Task brief — In the entries that follow, find each line with the word "Snug" and copy it.
★ ★ ★ ★ ★
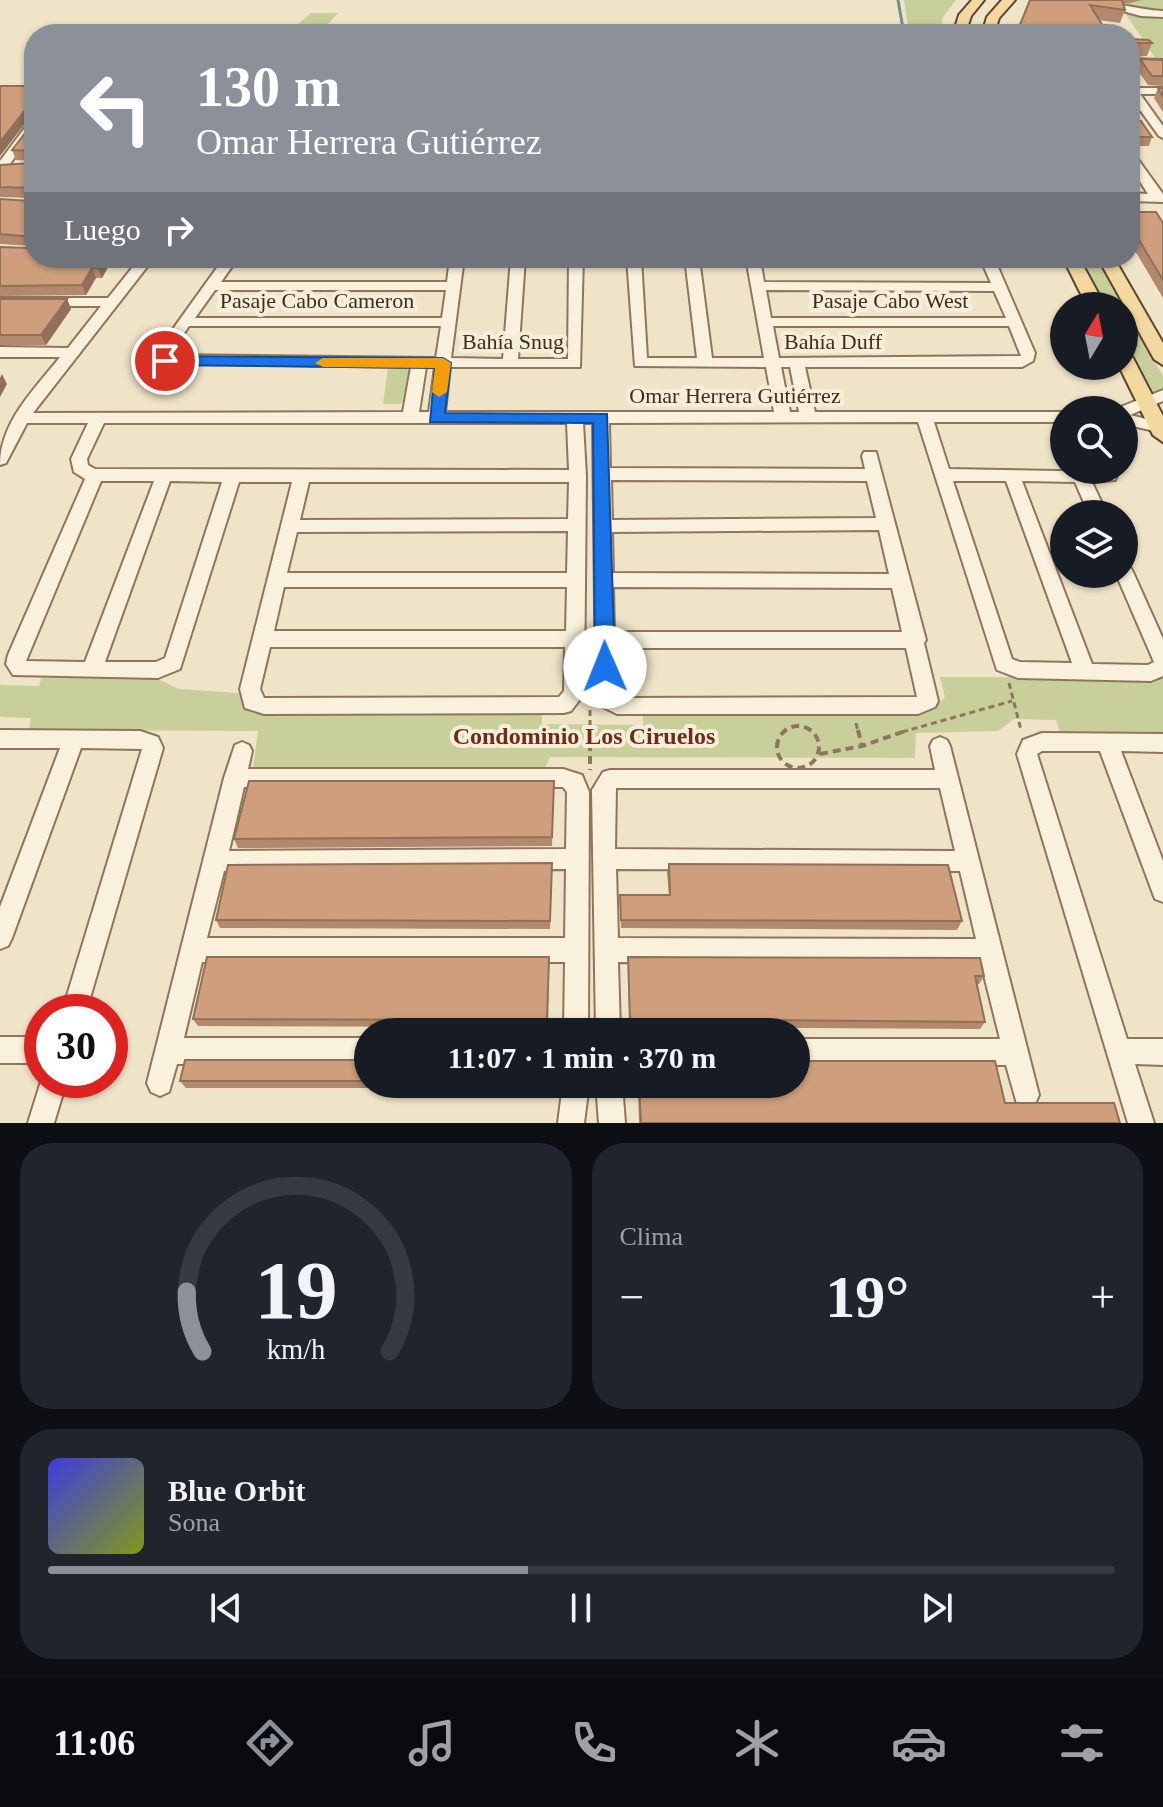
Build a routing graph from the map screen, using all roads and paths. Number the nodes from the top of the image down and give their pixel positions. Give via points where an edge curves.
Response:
1 (978, 0) edge
2 (1009, 0) edge
3 (1088, 0) edge
4 (1163, 14) edge
5 (962, 24) edge
6 (991, 24) edge
7 (1140, 62) edge
8 (1163, 63) edge
9 (1140, 90) edge
10 (1163, 91) edge
11 (1140, 99) edge
12 (1157, 119) edge
13 (1163, 134) edge
14 (24, 139) edge
15 (23, 167) edge
16 (0, 168) edge
17 (1140, 171) edge
18 (1140, 198) edge
19 (1161, 201) edge
20 (1140, 206) edge
21 (139, 268) edge
22 (224, 268) edge
23 (456, 268) edge
24 (517, 268) edge
25 (576, 268) edge
26 (635, 268) edge
27 (693, 268) edge
28 (755, 268) edge
29 (991, 268) edge
30 (1076, 268) edge
31 (1112, 268) edge
32 (210, 286) junction
33 (454, 286) junction
34 (758, 286) junction
35 (1000, 287) junction
36 (1089, 292) edge
37 (0, 302) edge
38 (112, 302) junction
39 (185, 322) junction
40 (449, 322) junction
41 (765, 322) junction
42 (1015, 322) junction
43 (0, 352) edge
44 (72, 353) junction
45 (1163, 359) edge
46 (419, 363) junction
47 (443, 363) junction
48 (510, 363) junction
49 (705, 363) junction
50 (773, 363) junction
51 (797, 363) junction
52 (1138, 376) edge
53 (1155, 398) edge
54 (783, 417) junction
55 (808, 417) junction
56 (924, 417) junction
57 (1050, 417) edge
58 (21, 418) junction
59 (98, 418) junction
60 (410, 418) junction
61 (436, 418) junction
62 (575, 418) junction
63 (601, 418) junction
64 (1138, 423) edge
65 (1161, 430) edge
66 (0, 459) edge
67 (603, 474) junction
68 (944, 475) junction
69 (95, 476) junction
70 (164, 476) junction
71 (232, 476) junction
72 (302, 476) junction
73 (578, 476) junction
74 (1012, 476) junction
75 (1050, 476) edge
76 (887, 524) junction
77 (577, 525) junction
78 (290, 526) junction
79 (603, 526) junction
80 (277, 580) junction
81 (576, 580) junction
82 (604, 580) junction
83 (901, 581) junction
84 (1131, 588) edge
85 (262, 639) junction
86 (575, 639) junction
87 (605, 640) junction
88 (916, 640) junction
89 (1163, 663) edge
90 (1008, 667) junction
91 (92, 670) junction
92 (1085, 672) junction
93 (1012, 701) junction
94 (590, 706) dead end
95 (852, 706) junction
96 (0, 739) edge
97 (74, 739) junction
98 (1107, 742) junction
99 (1163, 743) edge
100 (862, 746) junction
101 (940, 746) dead end
102 (1030, 746) junction
103 (242, 751) dead end
104 (820, 754) junction
105 (235, 778) junction
106 (610, 779) junction
107 (948, 779) junction
108 (578, 859) junction
109 (605, 859) junction
110 (215, 861) junction
111 (968, 861) junction
112 (1163, 891) edge
113 (0, 938) edge
114 (193, 950) junction
115 (577, 950) junction
116 (607, 950) junction
117 (990, 951) junction
118 (79, 994) edge
119 (576, 1018) edge
120 (608, 1018) edge
121 (0, 1050) edge
122 (24, 1050) edge
123 (168, 1051) junction
124 (354, 1051) edge
125 (1119, 1051) junction
126 (810, 1052) edge
127 (1016, 1052) junction
128 (1163, 1052) edge
129 (160, 1083) dead end
130 (1026, 1095) dead end
131 (49, 1098) edge
132 (574, 1098) edge
133 (610, 1098) edge
134 (41, 1123) edge
135 (571, 1123) edge
136 (612, 1123) edge
137 (1141, 1123) edge

1 - 5 main road
2 - 6 main road
3 - 4 street
7 - 8 street
9 - 10 street
11 - 12 street
12 - 13 street
14 - 16 street
15 - 16 street
17 - 19 street
18 - 19 street
19 - 20 street
21 - 38 street
22 - 32 street
23 - 33 street
24 - 48 street
25 - 48 street, Bahía Snug via 575,364
26 - 49 street, Bahía Duff via 640,363
27 - 49 street
28 - 34 street
29 - 35 street
30 - 36 main road
31 - 45 main road
32 - 33 street
32 - 39 street
33 - 40 street
34 - 35 street
34 - 41 street
35 - 42 street
37 - 38 street
38 - 44 street
39 - 40 street, Pasaje Cabo Cameron
39 - 46 street, Bahía Snug via 162,360
40 - 47 street
41 - 42 street, Pasaje Cabo West
41 - 50 street
42 - 51 street, Bahía Duff via 1026,360
43 - 44 street
44 - 58 street
46 - 47 street, Bahía Snug
46 - 60 street
47 - 48 street, Bahía Snug
47 - 61 street
49 - 50 street, Bahía Duff
50 - 51 street, Bahía Duff
50 - 54 street
51 - 55 street
52 - 53 main road
53 - 65 main road
54 - 55 street, Omar Herrera Gutiérrez
54 - 63 street, Omar Herrera Gutiérrez
55 - 56 street, Omar Herrera Gutiérrez
56 - 57 street, Omar Herrera Gutiérrez
56 - 68 street
58 - 59 street, Omar Herrera Gutiérrez
58 - 66 street
59 - 60 street, Omar Herrera Gutiérrez
59 - 69 street via 79,459 84,471
60 - 61 street, Omar Herrera Gutiérrez
61 - 62 street, Omar Herrera Gutiérrez
62 - 63 street, Omar Herrera Gutiérrez
62 - 73 street
63 - 67 street
64 - 65 street
67 - 76 street via 872,466
67 - 79 street
68 - 74 street
68 - 90 street via 1001,660
69 - 70 street
69 - 91 street via 16,664 23,670
70 - 71 street
70 - 91 street
71 - 72 street
71 - 91 street via 173,663 158,670
72 - 73 street
72 - 78 street
73 - 77 street
74 - 75 street
74 - 92 street
76 - 79 street
76 - 83 street
77 - 78 street
77 - 81 street
78 - 80 street
79 - 82 street
80 - 81 street
80 - 85 street
81 - 86 street
82 - 83 street
82 - 87 street
83 - 88 street
84 - 89 street
85 - 86 street
85 - 86 street via 249,694 255,704 357,706 564,705 574,694
87 - 88 street
87 - 95 street via 606,699 613,705
88 - 95 street via 928,701 918,706
89 - 92 street via 1151,673
90 - 92 street
90 - 93 path
93 - 100 path
93 - 102 path
94 - 106 path via 590,777
95 - 100 path
96 - 97 street
97 - 113 street
97 - 118 street via 140,740 153,748
98 - 99 street
98 - 102 street
98 - 112 street
100 - 104 path
101 - 107 street
102 - 125 street via 1028,758
103 - 105 street
104 - 104 path via 814,735 800,728 785,730 776,740 780,756 794,765 811,764
105 - 108 street via 569,779 578,792
105 - 110 street
106 - 107 street
106 - 109 street via 603,790
107 - 111 street
108 - 110 street
108 - 115 street
109 - 111 street
109 - 116 street
110 - 114 street
111 - 117 street
114 - 115 street
114 - 123 street
115 - 119 street
116 - 117 street
116 - 120 street
117 - 127 street
121 - 122 street
123 - 124 street
123 - 129 street
125 - 128 street
125 - 137 street
126 - 127 street
127 - 130 street
131 - 134 street
132 - 135 street
133 - 136 street

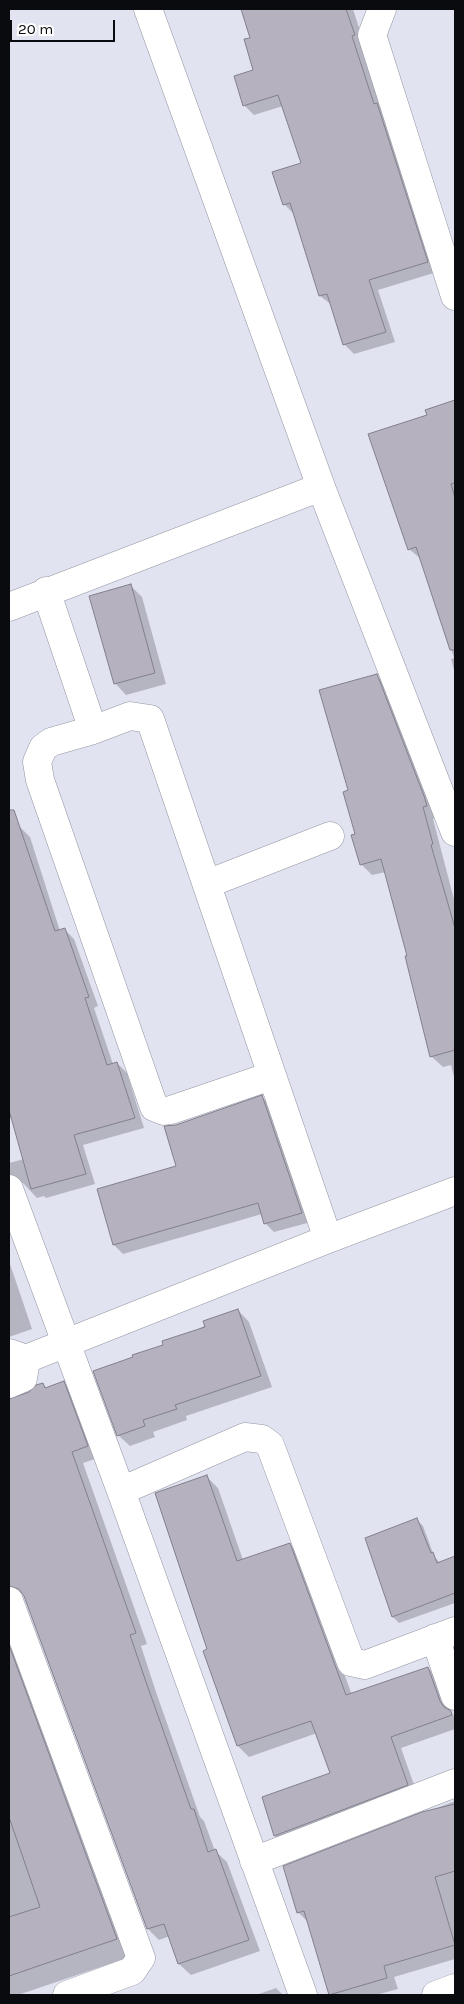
★ ★ ★ ★ ★
Solution for this problem —
25 - 48 street, Bahía Snug via 575,364
39 - 46 street, Bahía Snug via 162,360
46 - 47 street, Bahía Snug
47 - 48 street, Bahía Snug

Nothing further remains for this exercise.